Single Phase Inverter With AC Motor As Load

Single Phase Inverter With AC Motor As Load

Let us assume that the sinusoidal back emf of ac motor is in synchronism with inverter switching frequency and is purely sine wave without any harmonics.

Let inverter frequency f_p = 1/t_p Hz, e_o = E_o sin(wt + ε_o) = internal e.m.f of motor where Ф_o = Angle of lead with respect to V_o .

For positive cycle of V_o ,

$${{Vs} \over 2} - eo - Roio - Lo{{di} \over {dt}} = 0$$

Solution of equation(i) gives equation for i_o for positive half cycle,

These equation can be easily be solved by superposition theorem.

I_o= I_o1 + I_o2 + I_o3

Where I_o1 = Current due to D.C voltage

I_o2 = Current due to e_o

I_{o3 ­}= Transient Current

1)A steady state part associated with driving function Vs/2 and is given by

I_o1 = V_dc/(2 R_o)

2) I_o2 = A steady part associated wth driving function E_o sin(wt + ε _o) and is given by

$$\eqalign{ & {I_{o2}} = {{Eo} \over {\sqrt {{R_O} + {{(\omega L)}^2}} }}\sin (\omega t + {\varepsilon _o} - {\delta _0}) \cr & where\;{\delta _0}\;is\;given\;by \cr & {\delta _0} = ta{n^{ - 1}}{{\omega L} \over {{R_O}}} \cr}$$

3) I_o3 = Transient part given by solution of following equation $$\eqalign{ & Roio + Lo{{di} \over {dt}} = 0 \cr & Solution\;is\;{i_{03}} = {I_3}{e^{ - t./TO}} \cr & where\;To = LO/RO(time\,\;cons{\mathop{\rm tant}\nolimits} )\;and\;it\;depends\;on\;the\;initial\;condition\;of\;the\;circuit \cr & {i_{03}} = {I_3}{e^{ - \theta /tan{\delta _o}}} \cr}$$

The complete time domain equation is

I_O = I_O1 + I₀₂ + I₀₃

= I₁ - I₂ sin(wt + ε _o- δ_O) + I₃ e^-t/T0 --------(i)

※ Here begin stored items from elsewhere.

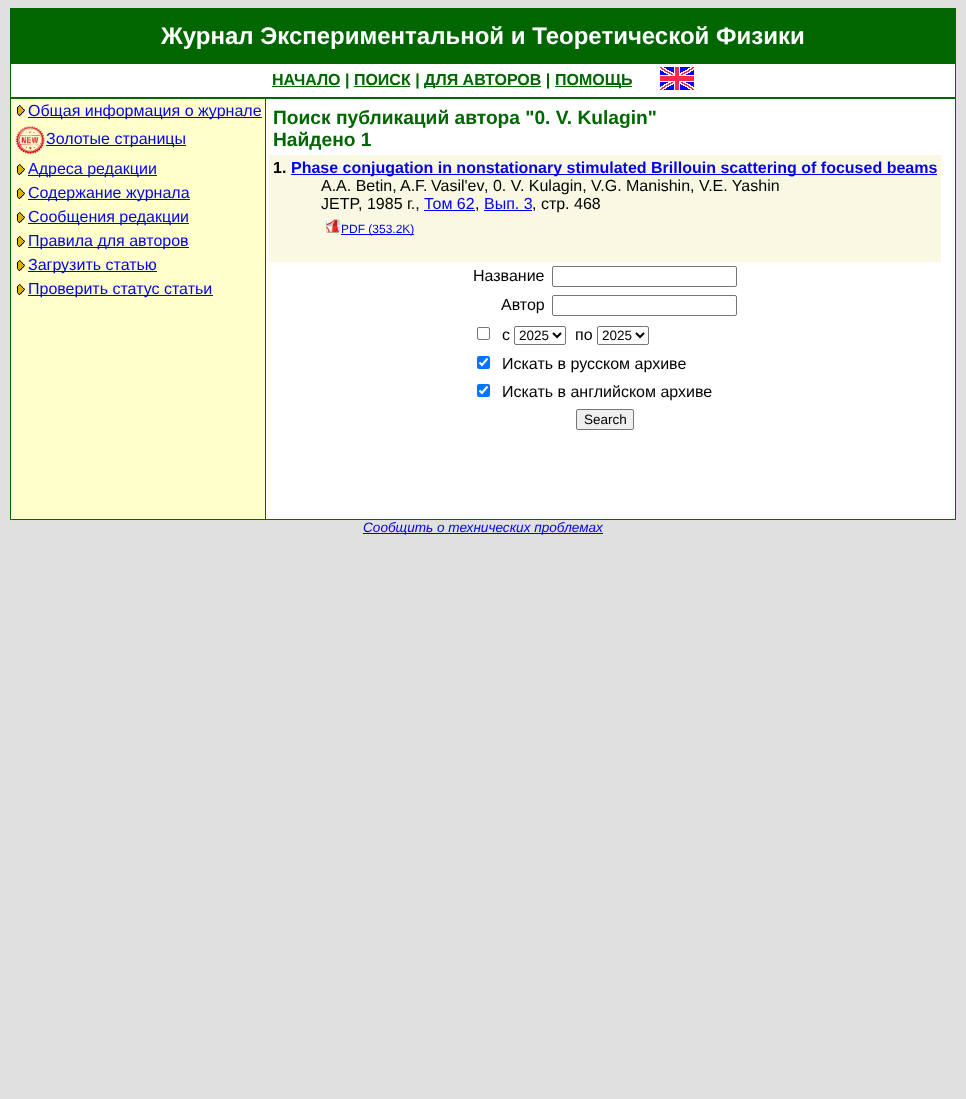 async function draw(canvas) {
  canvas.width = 966
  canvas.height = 1099
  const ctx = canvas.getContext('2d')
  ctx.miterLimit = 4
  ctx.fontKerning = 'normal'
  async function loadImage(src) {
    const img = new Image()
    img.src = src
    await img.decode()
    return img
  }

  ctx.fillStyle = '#e0e0e0'
  ctx.fillRect(0, 0, 966, 1099)
  ctx.fillStyle = '#060'
  ctx.fillRect(10, 8, 946, 512)
  ctx.fillStyle = '#fff'
  ctx.fillRect(11, 64, 944, 455)
  ctx.font = 'bold 24px Liberation Sans'
  ctx.fillText('Журнал Экспериментальной и Теоретической Физики', 161, 44)
  ctx.fillStyle = '#060'
  ctx.fillRect(272, 86, 68, 1)
  ctx.font = 'bold 16px Liberation Sans'
  ctx.fillText('НАЧАЛО | ПОИСК |', 272, 85)
  ctx.fillRect(424, 86, 117, 1)
  ctx.fillText('ДЛЯ АВТОРОВ |', 424, 85)
  ctx.fillRect(555, 86, 77, 1)
  ctx.fillText('ПОМОЩЬ', 555, 85)
  ctx.fillRect(354, 86, 56, 1)
  ctx.drawImage(await loadImage('image0.png'), 660, 67, 34, 23)
  ctx.fillRect(11, 97, 944, 2)
  ctx.fillStyle = '#ffc'
  ctx.fillRect(11, 99, 254, 420)
  ctx.drawImage(await loadImage('image1.png'), 16, 105, 9, 11)
  ctx.fillStyle = '#00e'
  ctx.fillRect(28, 117, 234, 1)
  ctx.font = '16px Liberation Sans'
  ctx.fillText('Общая информация о журнале', 28, 116)
  ctx.drawImage(await loadImage('image2.png'), 14, 126, 31, 28)
  ctx.fillRect(46, 145, 140, 1)
  ctx.fillText('Золотые страницы', 46, 144)
  ctx.drawImage(await loadImage('image1.png'), 16, 164, 9, 11)
  ctx.fillRect(28, 175, 129, 1)
  ctx.fillText('Адреса редакции', 28, 174)
  ctx.drawImage(await loadImage('image1.png'), 16, 188, 9, 11)
  ctx.fillRect(28, 199, 162, 1)
  ctx.fillText('Содержание журнала', 28, 198)
  ctx.drawImage(await loadImage('image1.png'), 16, 212, 9, 11)
  ctx.fillRect(28, 223, 161, 1)
  ctx.fillText('Сообщения редакции', 28, 222)
  ctx.drawImage(await loadImage('image1.png'), 16, 236, 9, 11)
  ctx.fillRect(28, 247, 161, 1)
  ctx.fillText('Правила для авторов', 28, 246)
  ctx.drawImage(await loadImage('image1.png'), 16, 260, 9, 11)
  ctx.fillRect(28, 271, 129, 1)
  ctx.fillText('Загрузить статью', 28, 270)
  ctx.drawImage(await loadImage('image1.png'), 16, 284, 9, 11)
  ctx.fillRect(28, 295, 185, 1)
  ctx.fillText('Проверить статус статьи', 28, 294)
  ctx.fillStyle = '#060'
  ctx.fillRect(265, 99, 1, 420)
  ctx.font = 'bold 19.2px Liberation Sans'
  ctx.fillText('Поиск публикаций автора "0. V. Kulagin"', 273, 124)
  ctx.fillText('Найдено 1', 273, 146)
  ctx.fillStyle = '#f8f8e3'
  ctx.fillRect(269, 155, 672, 107)
  ctx.font = 'bold 16px Liberation Sans'
  ctx.fillStyle = '#000'
  ctx.fillText('1.', 273, 173)
  ctx.fillStyle = '#00e'
  ctx.fillRect(291, 174, 646, 1)
  ctx.fillText('Phase conjugation in nonstationary stimulated Brillouin scattering of focused beams', 291, 173)
  ctx.font = '16px Liberation Sans'
  ctx.fillStyle = '#000'
  ctx.fillText('A.A. Betin,', 321, 191)
  ctx.wordSpacing = '-1px'
  ctx.fillText('A.F. Vasil\'ev', 400, 191)
  ctx.wordSpacing = '0px'
  ctx.fillText(', 0. V. Kulagin, V.G. Manishin, V.E. Yashin', 484, 191)
  ctx.fillText('JETP, 1985 г.,', 321, 209)
  ctx.fillStyle = '#00e'
  ctx.fillText('Том 62', 424, 209)
  ctx.fillRect(424, 210, 51, 1)
  ctx.fillStyle = '#000'
  ctx.fillText(',', 475, 209)
  ctx.fillStyle = '#00e'
  ctx.fillText('Вып. 3', 484, 209)
  ctx.fillRect(484, 210, 48, 1)
  ctx.fillStyle = '#000'
  ctx.fillText(', стр. 468', 532, 209)
  ctx.drawImage(await loadImage('image3.png'), 326, 219, 14, 14)
  ctx.fillStyle = '#00e'
  ctx.fillRect(341, 234, 73, 1)
  ctx.font = '12px Liberation Sans'
  ctx.fillText('PDF (353.2K)', 341, 233)
  ctx.font = '16px Liberation Sans'
  ctx.fillStyle = '#000'
  ctx.fillText('Название', 473, 281)
  ctx.beginPath()
  ctx.roundRect(552.5, 266.5, 184, 20, 1.5)
  ctx.strokeStyle = '#767676'
  ctx.stroke()
  ctx.fillText('Автор', 501, 310)
  ctx.beginPath()
  ctx.roundRect(552.5, 295.5, 184, 20, 1.5)
  ctx.stroke()
  ctx.beginPath()
  ctx.roundRect(477.5, 327.5, 12, 12, 1.5)
  ctx.stroke()
  ctx.fillText('с', 502, 340)
  ctx.beginPath()
  ctx.roundRect(514.5, 326.5, 51, 18, 1.5)
  ctx.stroke()
  ctx.beginPath()
  ctx.moveTo(553, 333)
  ctx.lineTo(557, 337)
  ctx.lineTo(561, 333)
  ctx.strokeStyle = '#000'
  ctx.lineWidth = 2
  ctx.stroke()
  ctx.font = '13.5px Liberation Sans'
  ctx.fillText('2025', 519, 340)
  ctx.font = '16px Liberation Sans'
  ctx.fillText('по', 575, 340)
  ctx.beginPath()
  ctx.roundRect(597.5, 326.5, 51, 18, 1.5)
  ctx.strokeStyle = '#767676'
  ctx.lineWidth = 1
  ctx.stroke()
  ctx.beginPath()
  ctx.moveTo(636, 333)
  ctx.lineTo(640, 337)
  ctx.lineTo(644, 333)
  ctx.strokeStyle = '#000'
  ctx.lineWidth = 2
  ctx.stroke()
  ctx.font = '13.5px Liberation Sans'
  ctx.fillText('2025', 602, 340)
  ctx.fillStyle = '#0075ff'
  ctx.beginPath()
  ctx.roundRect(477, 356, 13, 13, 2)
  ctx.fill()
  ctx.beginPath()
  ctx.moveTo(479.5, 362.5)
  ctx.lineTo(482, 365)
  ctx.lineTo(487.5, 358.5)
  ctx.strokeStyle = '#fff'
  ctx.lineWidth = 2.1
  ctx.stroke()
  ctx.font = '16px Liberation Sans'
  ctx.fillStyle = '#000'
  ctx.fillText('Искать в русском архиве', 502, 369)
  ctx.fillStyle = '#0075ff'
  ctx.beginPath()
  ctx.roundRect(477, 384, 13, 13, 2)
  ctx.fill()
  ctx.beginPath()
  ctx.moveTo(479.5, 390.5)
  ctx.lineTo(482, 393)
  ctx.lineTo(487.5, 386.5)
  ctx.stroke()
  ctx.fillStyle = '#000'
  ctx.fillText('Искать в английском архиве', 502, 397)
  ctx.fillStyle = '#efefef'
  ctx.beginPath()
  ctx.roundRect(576.5, 409.5, 57, 20, 1.5)
  ctx.fill()
  ctx.strokeStyle = '#767676'
  ctx.lineWidth = 1
  ctx.stroke()
  ctx.font = '13.5px Liberation Sans'
  ctx.fillStyle = '#000'
  ctx.fillText('Search', 584, 424)
  ctx.fillStyle = '#00e'
  ctx.fillRect(363, 533, 240, 1)
  ctx.font = 'italic 13.6px Liberation Sans'
  ctx.fillText('Сообщить о технических проблемах', 363, 532)
}

draw(document.querySelector('canvas'))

The value of I₃ can be calculated at time t = 0 by assuming I_O = I_a and substituting in the above equation

I₃ = I_a - I₁ + I₂ sin( ε _o- δ_O)

The value of I₃ can be substituted on equation (i) and we get the value of Ib.

Solution for negative half cycle

I_O = -I₁ - I₂ sin(wt + ε _o- δ_O) + I₄ e^-t/T0

To calculate I₄ at pi radian, I_o = I_b

_{$${I_4} = {{Io + I1 + I2Sin(\pi + \varepsilon o - \delta o)} \over {{e^{ - \theta /tan{\delta _o}}}}}$$}